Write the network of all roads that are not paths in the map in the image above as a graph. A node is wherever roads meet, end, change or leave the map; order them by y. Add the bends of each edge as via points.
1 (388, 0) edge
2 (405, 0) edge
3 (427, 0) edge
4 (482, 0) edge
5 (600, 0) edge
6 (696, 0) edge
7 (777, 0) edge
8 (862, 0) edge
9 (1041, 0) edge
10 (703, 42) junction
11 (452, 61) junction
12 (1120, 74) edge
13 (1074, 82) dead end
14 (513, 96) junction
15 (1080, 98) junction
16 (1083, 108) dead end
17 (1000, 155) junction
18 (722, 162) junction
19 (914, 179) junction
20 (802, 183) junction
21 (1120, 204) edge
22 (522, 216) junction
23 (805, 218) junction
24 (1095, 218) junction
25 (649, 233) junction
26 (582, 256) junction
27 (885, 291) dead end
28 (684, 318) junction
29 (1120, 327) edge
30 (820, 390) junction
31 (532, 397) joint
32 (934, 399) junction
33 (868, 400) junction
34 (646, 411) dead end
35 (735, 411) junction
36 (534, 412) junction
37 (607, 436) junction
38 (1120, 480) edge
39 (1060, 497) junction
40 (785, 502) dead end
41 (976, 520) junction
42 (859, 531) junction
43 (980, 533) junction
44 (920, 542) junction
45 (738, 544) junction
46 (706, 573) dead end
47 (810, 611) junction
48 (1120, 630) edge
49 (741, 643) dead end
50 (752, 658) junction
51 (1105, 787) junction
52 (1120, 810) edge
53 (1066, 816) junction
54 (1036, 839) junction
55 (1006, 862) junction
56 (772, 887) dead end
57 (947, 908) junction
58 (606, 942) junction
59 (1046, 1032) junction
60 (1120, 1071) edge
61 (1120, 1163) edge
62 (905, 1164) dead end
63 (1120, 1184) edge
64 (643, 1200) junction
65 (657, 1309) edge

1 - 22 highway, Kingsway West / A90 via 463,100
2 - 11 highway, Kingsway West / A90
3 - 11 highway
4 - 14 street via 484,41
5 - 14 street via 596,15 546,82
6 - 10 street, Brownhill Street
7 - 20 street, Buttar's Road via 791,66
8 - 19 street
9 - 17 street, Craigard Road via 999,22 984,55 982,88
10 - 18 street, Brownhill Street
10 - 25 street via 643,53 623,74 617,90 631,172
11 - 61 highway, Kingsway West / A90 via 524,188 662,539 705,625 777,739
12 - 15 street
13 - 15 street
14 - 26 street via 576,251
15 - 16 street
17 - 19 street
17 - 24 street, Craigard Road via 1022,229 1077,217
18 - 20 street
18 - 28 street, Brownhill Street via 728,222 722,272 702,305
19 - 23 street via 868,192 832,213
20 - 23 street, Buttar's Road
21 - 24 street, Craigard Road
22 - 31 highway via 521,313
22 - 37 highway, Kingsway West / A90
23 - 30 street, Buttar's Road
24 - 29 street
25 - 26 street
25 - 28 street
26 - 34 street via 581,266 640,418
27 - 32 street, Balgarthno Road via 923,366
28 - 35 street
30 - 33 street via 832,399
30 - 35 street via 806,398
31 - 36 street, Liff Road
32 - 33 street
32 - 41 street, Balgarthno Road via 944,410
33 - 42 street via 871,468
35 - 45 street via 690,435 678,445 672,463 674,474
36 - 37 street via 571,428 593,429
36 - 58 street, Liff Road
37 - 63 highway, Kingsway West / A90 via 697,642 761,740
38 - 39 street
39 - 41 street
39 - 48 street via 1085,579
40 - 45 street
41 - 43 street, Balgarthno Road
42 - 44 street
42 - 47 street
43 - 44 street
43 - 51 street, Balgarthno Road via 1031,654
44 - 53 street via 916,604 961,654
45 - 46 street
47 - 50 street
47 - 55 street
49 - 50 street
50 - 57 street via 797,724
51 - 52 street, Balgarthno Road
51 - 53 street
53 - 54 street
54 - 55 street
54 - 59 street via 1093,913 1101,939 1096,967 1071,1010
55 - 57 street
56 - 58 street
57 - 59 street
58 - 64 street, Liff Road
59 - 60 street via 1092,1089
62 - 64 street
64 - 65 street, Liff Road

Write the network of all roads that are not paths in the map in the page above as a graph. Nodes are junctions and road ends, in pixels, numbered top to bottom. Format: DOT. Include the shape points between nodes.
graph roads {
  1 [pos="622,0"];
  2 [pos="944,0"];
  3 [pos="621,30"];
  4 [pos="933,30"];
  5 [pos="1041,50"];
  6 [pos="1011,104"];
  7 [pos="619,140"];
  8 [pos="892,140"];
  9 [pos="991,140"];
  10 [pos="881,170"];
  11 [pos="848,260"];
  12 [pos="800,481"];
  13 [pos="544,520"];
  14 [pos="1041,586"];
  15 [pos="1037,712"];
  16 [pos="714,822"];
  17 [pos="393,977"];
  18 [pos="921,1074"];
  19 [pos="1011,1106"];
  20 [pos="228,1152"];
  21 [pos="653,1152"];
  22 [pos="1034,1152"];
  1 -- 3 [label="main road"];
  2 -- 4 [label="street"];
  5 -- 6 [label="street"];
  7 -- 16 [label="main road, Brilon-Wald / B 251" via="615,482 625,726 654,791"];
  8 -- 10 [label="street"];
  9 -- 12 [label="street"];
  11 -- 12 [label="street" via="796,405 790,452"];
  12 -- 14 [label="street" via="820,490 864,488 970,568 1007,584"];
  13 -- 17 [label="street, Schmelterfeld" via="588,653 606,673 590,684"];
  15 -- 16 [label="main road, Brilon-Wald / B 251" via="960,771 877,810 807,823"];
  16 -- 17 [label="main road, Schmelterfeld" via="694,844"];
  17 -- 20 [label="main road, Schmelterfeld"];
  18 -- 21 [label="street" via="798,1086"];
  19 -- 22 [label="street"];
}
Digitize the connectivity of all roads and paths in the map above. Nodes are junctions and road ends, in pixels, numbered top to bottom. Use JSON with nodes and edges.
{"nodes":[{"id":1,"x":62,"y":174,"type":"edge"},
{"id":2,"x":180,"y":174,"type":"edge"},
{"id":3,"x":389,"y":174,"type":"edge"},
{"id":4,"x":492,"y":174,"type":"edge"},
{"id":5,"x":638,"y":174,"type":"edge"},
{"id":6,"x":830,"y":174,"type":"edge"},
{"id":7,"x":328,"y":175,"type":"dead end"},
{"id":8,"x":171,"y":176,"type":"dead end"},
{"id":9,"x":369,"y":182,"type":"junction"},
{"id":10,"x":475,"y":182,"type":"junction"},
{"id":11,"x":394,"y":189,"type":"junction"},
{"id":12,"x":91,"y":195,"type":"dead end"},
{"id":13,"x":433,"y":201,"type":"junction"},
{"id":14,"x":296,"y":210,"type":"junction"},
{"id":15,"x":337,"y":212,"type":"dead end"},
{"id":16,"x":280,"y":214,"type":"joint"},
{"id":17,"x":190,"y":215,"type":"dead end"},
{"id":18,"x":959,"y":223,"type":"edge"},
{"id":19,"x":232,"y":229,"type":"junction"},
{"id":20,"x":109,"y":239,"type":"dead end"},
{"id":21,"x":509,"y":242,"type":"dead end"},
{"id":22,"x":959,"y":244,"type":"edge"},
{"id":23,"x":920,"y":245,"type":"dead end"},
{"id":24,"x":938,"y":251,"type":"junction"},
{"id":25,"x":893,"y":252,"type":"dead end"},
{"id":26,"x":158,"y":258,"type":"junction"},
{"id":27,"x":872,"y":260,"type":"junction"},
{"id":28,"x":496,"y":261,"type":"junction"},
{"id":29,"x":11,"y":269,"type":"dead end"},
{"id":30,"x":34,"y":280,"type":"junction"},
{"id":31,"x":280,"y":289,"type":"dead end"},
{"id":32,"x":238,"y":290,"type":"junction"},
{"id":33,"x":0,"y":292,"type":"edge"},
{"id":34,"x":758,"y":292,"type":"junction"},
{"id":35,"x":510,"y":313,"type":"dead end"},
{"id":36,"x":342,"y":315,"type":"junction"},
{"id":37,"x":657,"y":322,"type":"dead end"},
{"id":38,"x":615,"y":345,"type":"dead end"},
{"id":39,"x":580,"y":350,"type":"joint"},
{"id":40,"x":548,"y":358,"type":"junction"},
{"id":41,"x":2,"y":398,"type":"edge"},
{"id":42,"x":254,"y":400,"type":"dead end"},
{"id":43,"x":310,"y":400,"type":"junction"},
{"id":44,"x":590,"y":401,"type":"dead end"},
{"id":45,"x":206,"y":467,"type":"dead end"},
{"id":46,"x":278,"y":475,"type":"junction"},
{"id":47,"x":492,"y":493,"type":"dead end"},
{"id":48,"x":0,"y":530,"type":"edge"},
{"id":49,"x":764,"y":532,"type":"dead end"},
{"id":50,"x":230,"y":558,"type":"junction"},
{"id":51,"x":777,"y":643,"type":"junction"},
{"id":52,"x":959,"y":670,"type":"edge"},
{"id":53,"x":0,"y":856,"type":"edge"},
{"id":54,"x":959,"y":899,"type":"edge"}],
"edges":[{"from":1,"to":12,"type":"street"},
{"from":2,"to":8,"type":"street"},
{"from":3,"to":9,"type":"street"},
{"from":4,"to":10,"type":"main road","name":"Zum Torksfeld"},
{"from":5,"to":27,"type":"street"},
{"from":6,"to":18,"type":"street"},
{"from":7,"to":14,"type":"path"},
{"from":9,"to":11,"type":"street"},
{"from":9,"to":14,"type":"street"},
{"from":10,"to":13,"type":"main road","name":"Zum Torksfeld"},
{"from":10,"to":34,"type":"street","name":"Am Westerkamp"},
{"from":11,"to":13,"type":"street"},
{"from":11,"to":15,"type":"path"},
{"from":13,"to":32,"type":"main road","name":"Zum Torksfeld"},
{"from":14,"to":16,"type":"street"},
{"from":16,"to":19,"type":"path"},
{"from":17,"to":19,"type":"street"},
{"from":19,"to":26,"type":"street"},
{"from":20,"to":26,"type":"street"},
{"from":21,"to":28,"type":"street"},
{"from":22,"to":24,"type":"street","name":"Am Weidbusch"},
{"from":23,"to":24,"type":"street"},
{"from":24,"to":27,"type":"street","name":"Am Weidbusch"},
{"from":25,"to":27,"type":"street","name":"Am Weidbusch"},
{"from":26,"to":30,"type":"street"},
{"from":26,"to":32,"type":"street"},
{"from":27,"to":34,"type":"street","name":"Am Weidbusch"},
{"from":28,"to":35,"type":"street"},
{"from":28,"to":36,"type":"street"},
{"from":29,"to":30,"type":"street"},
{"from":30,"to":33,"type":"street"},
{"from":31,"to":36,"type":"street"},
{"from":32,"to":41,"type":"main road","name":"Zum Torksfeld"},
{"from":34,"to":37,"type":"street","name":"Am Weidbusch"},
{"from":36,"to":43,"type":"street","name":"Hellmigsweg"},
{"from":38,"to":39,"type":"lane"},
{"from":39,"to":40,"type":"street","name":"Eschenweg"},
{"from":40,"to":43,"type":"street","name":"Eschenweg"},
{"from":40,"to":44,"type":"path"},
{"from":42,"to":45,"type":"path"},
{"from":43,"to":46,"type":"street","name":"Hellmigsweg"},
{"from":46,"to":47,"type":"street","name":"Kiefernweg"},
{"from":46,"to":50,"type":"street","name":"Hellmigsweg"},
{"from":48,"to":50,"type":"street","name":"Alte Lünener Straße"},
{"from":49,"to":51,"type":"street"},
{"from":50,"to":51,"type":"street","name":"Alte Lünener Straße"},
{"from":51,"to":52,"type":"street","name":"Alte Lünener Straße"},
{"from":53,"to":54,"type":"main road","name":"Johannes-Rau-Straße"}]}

+++

# [Exercise]
Track down every line in the entries that includes the string "above", and copy it.

# [Response box]
Write the network of all roads that are not paths in the map in the image above as a graph. A node is wherever roads meet, end, change or leave the map; order them by y. Add the bends of each edge as via points.
Write the network of all roads that are not paths in the map in the page above as a graph. Nodes are junctions and road ends, in pixels, numbered top to bottom. Format: DOT. Include the shape points between nodes.
Digitize the connectivity of all roads and paths in the map above. Nodes are junctions and road ends, in pixels, numbered top to bottom. Use JSON with nodes and edges.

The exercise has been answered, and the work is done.